• _RECORDS FOR THIS TASK_:
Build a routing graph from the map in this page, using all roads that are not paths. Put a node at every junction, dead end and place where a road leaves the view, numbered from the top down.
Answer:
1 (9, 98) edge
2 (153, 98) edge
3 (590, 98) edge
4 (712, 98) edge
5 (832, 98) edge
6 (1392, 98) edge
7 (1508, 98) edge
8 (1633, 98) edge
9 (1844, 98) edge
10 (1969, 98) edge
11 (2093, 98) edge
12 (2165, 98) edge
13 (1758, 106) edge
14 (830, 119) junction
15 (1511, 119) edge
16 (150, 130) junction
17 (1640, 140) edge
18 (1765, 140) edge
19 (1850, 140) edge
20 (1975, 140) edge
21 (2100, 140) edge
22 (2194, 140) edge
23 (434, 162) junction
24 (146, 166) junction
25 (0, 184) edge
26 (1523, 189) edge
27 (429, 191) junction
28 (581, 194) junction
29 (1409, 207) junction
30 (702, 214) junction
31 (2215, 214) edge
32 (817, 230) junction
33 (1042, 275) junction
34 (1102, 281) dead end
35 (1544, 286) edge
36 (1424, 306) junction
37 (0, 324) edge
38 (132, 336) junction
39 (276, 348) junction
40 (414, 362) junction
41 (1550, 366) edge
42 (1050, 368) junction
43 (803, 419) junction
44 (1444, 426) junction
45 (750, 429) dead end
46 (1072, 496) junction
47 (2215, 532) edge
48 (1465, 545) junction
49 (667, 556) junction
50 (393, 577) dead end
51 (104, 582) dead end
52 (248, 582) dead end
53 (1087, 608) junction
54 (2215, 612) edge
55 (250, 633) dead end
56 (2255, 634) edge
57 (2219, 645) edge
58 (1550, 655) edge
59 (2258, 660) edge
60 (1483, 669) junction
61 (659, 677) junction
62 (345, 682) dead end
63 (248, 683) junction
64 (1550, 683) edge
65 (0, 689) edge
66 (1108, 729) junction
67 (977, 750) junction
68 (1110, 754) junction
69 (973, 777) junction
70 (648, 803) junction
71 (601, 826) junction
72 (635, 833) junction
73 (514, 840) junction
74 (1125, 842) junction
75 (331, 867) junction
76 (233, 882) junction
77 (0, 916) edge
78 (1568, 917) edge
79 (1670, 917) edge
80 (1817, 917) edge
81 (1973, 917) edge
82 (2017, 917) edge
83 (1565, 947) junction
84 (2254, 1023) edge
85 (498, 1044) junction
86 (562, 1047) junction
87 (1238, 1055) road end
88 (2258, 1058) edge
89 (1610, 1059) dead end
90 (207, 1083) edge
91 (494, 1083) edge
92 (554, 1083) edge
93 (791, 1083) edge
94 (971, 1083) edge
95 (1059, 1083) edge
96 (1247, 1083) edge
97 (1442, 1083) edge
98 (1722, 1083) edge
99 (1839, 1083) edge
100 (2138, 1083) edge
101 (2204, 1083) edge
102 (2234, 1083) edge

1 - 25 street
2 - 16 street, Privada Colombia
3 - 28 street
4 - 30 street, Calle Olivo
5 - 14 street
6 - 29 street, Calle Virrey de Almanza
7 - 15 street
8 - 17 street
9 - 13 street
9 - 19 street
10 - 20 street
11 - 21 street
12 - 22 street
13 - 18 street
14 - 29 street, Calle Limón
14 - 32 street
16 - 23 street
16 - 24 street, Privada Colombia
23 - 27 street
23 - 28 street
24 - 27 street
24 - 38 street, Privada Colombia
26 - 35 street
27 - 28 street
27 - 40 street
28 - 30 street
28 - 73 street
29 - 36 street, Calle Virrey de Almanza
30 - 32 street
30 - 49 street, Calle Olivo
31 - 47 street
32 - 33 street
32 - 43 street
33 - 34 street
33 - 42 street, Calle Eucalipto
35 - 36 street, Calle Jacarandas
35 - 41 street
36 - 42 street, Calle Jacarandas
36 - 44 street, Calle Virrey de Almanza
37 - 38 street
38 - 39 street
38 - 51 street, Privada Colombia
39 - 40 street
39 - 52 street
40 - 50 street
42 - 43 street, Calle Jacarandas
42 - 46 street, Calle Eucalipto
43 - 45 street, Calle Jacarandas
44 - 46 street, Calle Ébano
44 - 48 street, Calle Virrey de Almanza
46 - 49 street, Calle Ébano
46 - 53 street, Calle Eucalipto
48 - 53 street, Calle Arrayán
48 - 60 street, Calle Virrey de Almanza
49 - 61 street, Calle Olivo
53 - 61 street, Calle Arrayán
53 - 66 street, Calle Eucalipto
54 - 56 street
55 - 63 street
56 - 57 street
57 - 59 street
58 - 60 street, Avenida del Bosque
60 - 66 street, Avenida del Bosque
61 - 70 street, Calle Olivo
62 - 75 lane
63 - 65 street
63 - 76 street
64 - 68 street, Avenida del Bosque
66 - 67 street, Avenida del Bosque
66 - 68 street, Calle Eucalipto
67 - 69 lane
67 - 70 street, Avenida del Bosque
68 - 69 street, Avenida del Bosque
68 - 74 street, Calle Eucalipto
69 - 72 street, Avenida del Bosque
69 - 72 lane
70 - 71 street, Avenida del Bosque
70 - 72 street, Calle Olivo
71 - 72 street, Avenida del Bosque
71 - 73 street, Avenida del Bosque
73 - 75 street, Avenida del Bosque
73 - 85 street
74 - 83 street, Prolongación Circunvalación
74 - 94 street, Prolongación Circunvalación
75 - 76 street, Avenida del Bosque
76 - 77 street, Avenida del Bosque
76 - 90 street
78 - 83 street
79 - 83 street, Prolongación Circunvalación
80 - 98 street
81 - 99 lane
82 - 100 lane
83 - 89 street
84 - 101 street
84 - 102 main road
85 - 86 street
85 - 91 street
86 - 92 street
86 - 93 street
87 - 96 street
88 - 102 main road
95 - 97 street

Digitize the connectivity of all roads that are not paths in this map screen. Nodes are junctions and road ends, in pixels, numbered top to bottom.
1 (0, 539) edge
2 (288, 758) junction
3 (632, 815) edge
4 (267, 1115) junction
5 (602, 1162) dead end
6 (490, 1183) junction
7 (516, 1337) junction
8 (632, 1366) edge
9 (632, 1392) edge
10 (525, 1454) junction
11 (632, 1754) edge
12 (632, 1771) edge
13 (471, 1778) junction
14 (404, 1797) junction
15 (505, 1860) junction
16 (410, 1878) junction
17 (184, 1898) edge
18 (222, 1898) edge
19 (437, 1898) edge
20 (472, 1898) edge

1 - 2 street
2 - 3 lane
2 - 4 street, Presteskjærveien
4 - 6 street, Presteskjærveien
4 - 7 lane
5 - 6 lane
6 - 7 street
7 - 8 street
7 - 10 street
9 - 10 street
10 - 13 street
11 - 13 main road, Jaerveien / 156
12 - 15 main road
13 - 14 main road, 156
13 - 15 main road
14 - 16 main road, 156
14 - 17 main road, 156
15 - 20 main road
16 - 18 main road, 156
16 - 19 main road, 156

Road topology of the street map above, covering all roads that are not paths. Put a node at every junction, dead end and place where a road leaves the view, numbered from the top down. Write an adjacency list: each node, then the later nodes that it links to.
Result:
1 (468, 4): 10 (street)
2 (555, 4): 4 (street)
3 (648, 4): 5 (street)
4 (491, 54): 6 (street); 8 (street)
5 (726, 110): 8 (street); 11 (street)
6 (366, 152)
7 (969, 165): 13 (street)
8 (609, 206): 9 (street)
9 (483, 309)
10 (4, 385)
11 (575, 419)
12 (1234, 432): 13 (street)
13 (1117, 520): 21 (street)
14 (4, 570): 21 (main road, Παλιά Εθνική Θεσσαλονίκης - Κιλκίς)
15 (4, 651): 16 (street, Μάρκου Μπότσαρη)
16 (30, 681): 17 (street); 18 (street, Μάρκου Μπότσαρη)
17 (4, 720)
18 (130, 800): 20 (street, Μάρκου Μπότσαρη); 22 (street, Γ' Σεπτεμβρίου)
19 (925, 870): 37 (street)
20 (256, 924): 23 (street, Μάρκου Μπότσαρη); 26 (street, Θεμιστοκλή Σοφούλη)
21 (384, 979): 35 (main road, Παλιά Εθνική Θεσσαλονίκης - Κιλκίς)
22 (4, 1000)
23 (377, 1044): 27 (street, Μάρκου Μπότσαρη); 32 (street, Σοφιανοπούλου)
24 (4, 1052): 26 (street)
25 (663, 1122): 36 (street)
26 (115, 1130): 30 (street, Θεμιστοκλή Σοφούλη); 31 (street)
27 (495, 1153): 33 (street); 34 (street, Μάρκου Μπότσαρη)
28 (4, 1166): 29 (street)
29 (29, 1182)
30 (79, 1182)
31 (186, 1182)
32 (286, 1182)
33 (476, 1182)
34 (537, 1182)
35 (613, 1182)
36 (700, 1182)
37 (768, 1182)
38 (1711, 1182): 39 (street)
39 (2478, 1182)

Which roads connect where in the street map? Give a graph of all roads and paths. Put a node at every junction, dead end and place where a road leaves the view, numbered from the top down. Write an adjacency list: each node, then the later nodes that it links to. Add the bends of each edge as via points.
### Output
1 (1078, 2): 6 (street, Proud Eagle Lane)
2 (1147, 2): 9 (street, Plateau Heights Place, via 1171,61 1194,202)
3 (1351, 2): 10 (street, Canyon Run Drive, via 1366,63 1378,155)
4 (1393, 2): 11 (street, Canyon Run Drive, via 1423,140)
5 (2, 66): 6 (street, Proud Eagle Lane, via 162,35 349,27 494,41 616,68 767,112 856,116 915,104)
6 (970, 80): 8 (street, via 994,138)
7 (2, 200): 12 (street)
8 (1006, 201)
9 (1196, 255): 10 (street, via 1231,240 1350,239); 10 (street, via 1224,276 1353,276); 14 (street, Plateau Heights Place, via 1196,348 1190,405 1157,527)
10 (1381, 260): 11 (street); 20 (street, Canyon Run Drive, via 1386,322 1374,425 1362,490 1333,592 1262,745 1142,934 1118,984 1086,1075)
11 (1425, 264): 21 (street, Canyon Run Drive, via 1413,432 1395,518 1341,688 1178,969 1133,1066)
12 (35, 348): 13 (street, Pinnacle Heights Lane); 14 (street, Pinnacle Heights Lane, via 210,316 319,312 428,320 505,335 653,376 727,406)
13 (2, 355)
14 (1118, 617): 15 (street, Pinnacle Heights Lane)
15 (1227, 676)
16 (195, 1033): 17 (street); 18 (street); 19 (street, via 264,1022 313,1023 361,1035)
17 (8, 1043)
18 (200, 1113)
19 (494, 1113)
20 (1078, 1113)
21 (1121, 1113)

• _TASK STATEMENT_: Nothing is wanted except the number of lines in the entries above that include the word "Εθνική".

• _RESPONSE AREA_: 2